START Material provided
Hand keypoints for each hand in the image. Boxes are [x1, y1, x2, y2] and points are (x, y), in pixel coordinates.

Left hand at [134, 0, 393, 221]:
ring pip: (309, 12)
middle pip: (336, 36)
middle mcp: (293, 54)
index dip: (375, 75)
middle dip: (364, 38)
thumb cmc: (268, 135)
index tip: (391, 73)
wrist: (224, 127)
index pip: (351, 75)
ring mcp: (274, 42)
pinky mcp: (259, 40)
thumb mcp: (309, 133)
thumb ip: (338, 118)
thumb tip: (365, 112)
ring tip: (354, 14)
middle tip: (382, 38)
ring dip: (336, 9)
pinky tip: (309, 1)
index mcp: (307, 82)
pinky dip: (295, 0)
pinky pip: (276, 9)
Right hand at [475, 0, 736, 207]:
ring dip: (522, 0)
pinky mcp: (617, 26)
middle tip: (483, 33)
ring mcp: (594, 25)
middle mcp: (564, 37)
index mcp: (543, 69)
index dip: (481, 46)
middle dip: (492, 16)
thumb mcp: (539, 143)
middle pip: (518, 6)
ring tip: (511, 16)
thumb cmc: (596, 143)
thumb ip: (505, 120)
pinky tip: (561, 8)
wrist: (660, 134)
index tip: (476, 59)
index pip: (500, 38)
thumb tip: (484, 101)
END Material provided
— Brief —
Starting from the line containing "ring tip: (354, 14)" and ending with the final line of the data, reproduce each line exactly as it appears, including no other lines.

— Output of the task —
ring tip: (354, 14)
middle tip: (382, 38)
ring dip: (336, 9)
pinky tip: (309, 1)
index mcp: (307, 82)
pinky dip: (295, 0)
pinky pip: (276, 9)
Right hand at [475, 0, 736, 207]:
ring dip: (522, 0)
pinky mcp: (617, 26)
middle tip: (483, 33)
ring mcp: (594, 25)
middle mcp: (564, 37)
index mcp: (543, 69)
index dip: (481, 46)
middle dip: (492, 16)
thumb mcp: (539, 143)
middle pip: (518, 6)
ring tip: (511, 16)
thumb cmc: (596, 143)
thumb ip: (505, 120)
pinky tip: (561, 8)
wrist: (660, 134)
index tip: (476, 59)
index pip: (500, 38)
thumb tip: (484, 101)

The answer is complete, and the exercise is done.